Stored data entries
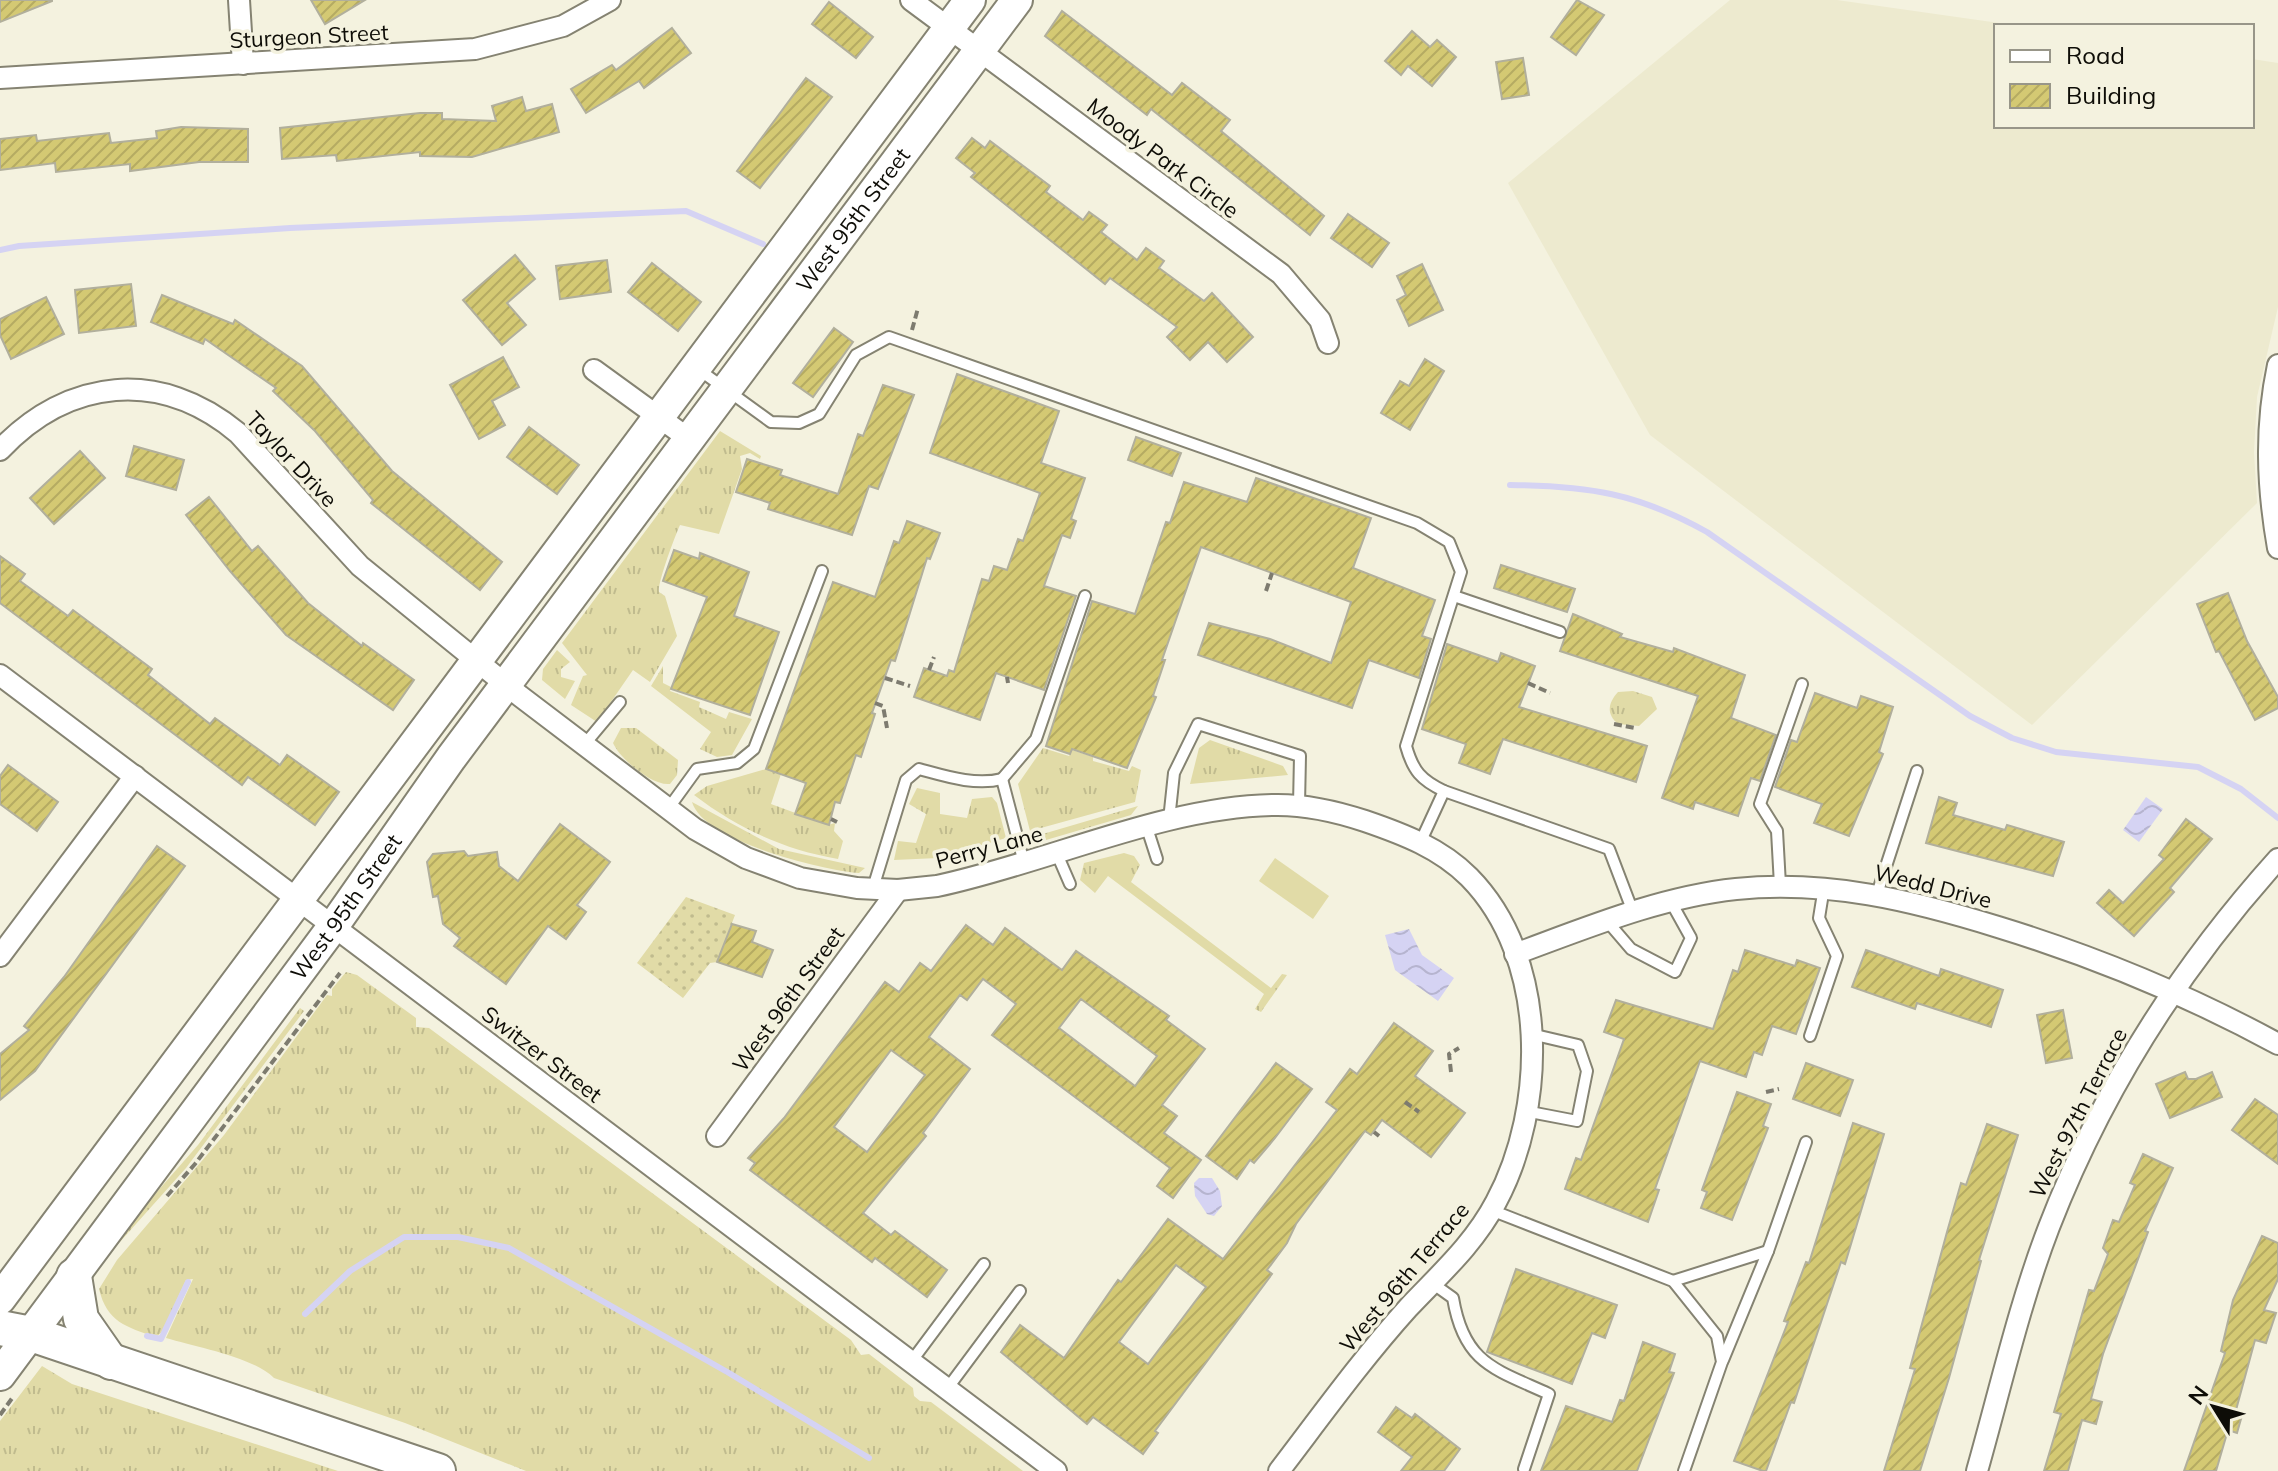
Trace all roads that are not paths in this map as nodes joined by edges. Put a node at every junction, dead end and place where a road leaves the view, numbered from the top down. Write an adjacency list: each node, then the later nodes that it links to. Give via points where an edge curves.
1 (239, 0): 8 (street)
2 (610, 0): 8 (street, Sturgeon Street, via 563,26 475,49)
3 (911, 0): 6 (street, Moody Park Circle)
4 (970, 0): 6 (main road, West 95th Street)
5 (1017, 0): 7 (main road, West 95th Street)
6 (949, 29): 7 (street, Moody Park Circle); 10 (main road, West 95th Street)
7 (979, 51): 11 (main road, West 95th Street); 12 (street, Moody Park Circle, via 1281,274 1320,320)
8 (243, 64): 9 (street, Sturgeon Street)
9 (0, 78)
10 (827, 193): 11 (main road); 14 (main road, West 95th Street)
11 (856, 214): 16 (main road, West 95th Street)
12 (1328, 343)
13 (2278, 365): 20 (street, via 2266,444)
14 (696, 368): 16 (lane); 17 (main road, West 95th Street)
15 (594, 370): 17 (street)
16 (727, 390): 18 (main road, West 95th Street); 23 (lane, via 771,422 799,423 819,414 856,355 889,337 1417,523 1449,542 1461,572)
17 (659, 416): 18 (street); 25 (main road, West 95th Street)
18 (689, 439): 28 (main road, West 95th Street)
19 (0, 450): 25 (street, Taylor Drive, via 53,406 84,395 121,389 187,400 238,433 360,566)
20 (2278, 548)
21 (822, 571): 36 (lane, via 754,749 737,763 697,769)
22 (1085, 596): 33 (lane, via 1036,739)
23 (1454, 596): 24 (lane); 34 (lane, via 1406,746 1412,768 1424,782)
24 (1560, 632)
25 (476, 662): 28 (street, Perry Lane); 50 (main road, West 95th Street)
26 (0, 675): 32 (street, Switzer Street)
27 (1802, 684): 45 (lane, via 1760,804 1777,831)
28 (507, 686): 30 (street, Perry Lane); 54 (main road, West 95th Street)
29 (620, 702): 30 (lane)
30 (584, 745): 36 (street, Perry Lane)
31 (1917, 771): 49 (lane)
32 (135, 776): 50 (street, Switzer Street); 56 (street)
33 (1002, 779): 43 (lane); 47 (lane, via 958,779 919,769 906,780)
34 (1444, 791): 39 (lane); 52 (lane, via 1609,849)
35 (1299, 805): 37 (street, Perry Lane, via 1250,805); 37 (lane, via 1300,756 1198,724 1174,773); 39 (street, Perry Lane, via 1346,815)
36 (668, 809): 47 (street, Perry Lane, via 720,844 773,870)
37 (1169, 822): 38 (street, Perry Lane)
38 (1147, 828): 40 (street, Perry Lane); 41 (lane)
39 (1420, 843): 55 (street, Perry Lane, via 1468,876 1508,932)
40 (1057, 854): 43 (street, Perry Lane); 44 (lane)
41 (1157, 859)
42 (2278, 859): 57 (street, West 97th Terrace)
43 (1024, 864): 48 (street, Perry Lane, via 959,882)
44 (1070, 884)
45 (1780, 885): 46 (street, Wedd Drive); 51 (street, Wedd Drive)
46 (1824, 887): 49 (street, Wedd Drive); 59 (lane, via 1819,918 1837,956)
47 (873, 888): 48 (street, Perry Lane)
48 (898, 890): 62 (street, West 96th Street)
49 (1877, 894): 57 (street, Wedd Drive, via 2052,944)
50 (298, 901): 54 (street, Switzer Street); 71 (main road, West 95th Street)
51 (1671, 902): 52 (street, Wedd Drive); 53 (lane, via 1691,938 1675,972 1631,949)
52 (1633, 912): 53 (street, Wedd Drive)
53 (1607, 921): 55 (street, Wedd Drive)
54 (332, 928): 67 (main road, West 95th Street); 74 (street, Switzer Street)
55 (1515, 954): 58 (street, West 96th Terrace)
56 (0, 956)
57 (2174, 991): 60 (street, Wedd Drive); 83 (street, West 97th Terrace, via 2120,1074 2047,1232)
58 (1531, 1034): 61 (street, West 96th Terrace); 61 (lane, via 1578,1045 1587,1071 1577,1121)
59 (1810, 1036)
60 (2278, 1044)
61 (1525, 1111): 64 (street, West 96th Terrace, via 1516,1154)
62 (717, 1136)
63 (1806, 1142): 65 (lane)
64 (1491, 1210): 68 (lane); 69 (street, West 96th Terrace)
65 (1768, 1251): 68 (lane); 75 (lane)
66 (984, 1264): 74 (lane)
67 (74, 1276): 72 (main road, West 95th Street); 73 (highway, via 81,1319)
68 (1673, 1281): 75 (lane, via 1717,1336)
69 (1432, 1283): 78 (lane, via 1453,1298 1458,1328 1484,1365 1549,1394); 81 (street, West 96th Terrace)
70 (1020, 1291): 77 (lane)
71 (0, 1299)
72 (15, 1331): 73 (highway); 76 (main road, West 95th Street)
73 (111, 1362): 79 (highway)
74 (911, 1362): 77 (street, Switzer Street)
75 (1722, 1362): 82 (lane)
76 (0, 1375)
77 (947, 1389): 80 (street, Switzer Street)
78 (1524, 1469)
79 (438, 1471)
80 (1056, 1471)
81 (1279, 1471)
82 (1684, 1471)
83 (1977, 1471)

ABOUT THIS EXERCISE:
Go through the records above, find each line with the string "Moody", and copy it.

RESPONSE:
3 (911, 0): 6 (street, Moody Park Circle)
6 (949, 29): 7 (street, Moody Park Circle); 10 (main road, West 95th Street)
7 (979, 51): 11 (main road, West 95th Street); 12 (street, Moody Park Circle, via 1281,274 1320,320)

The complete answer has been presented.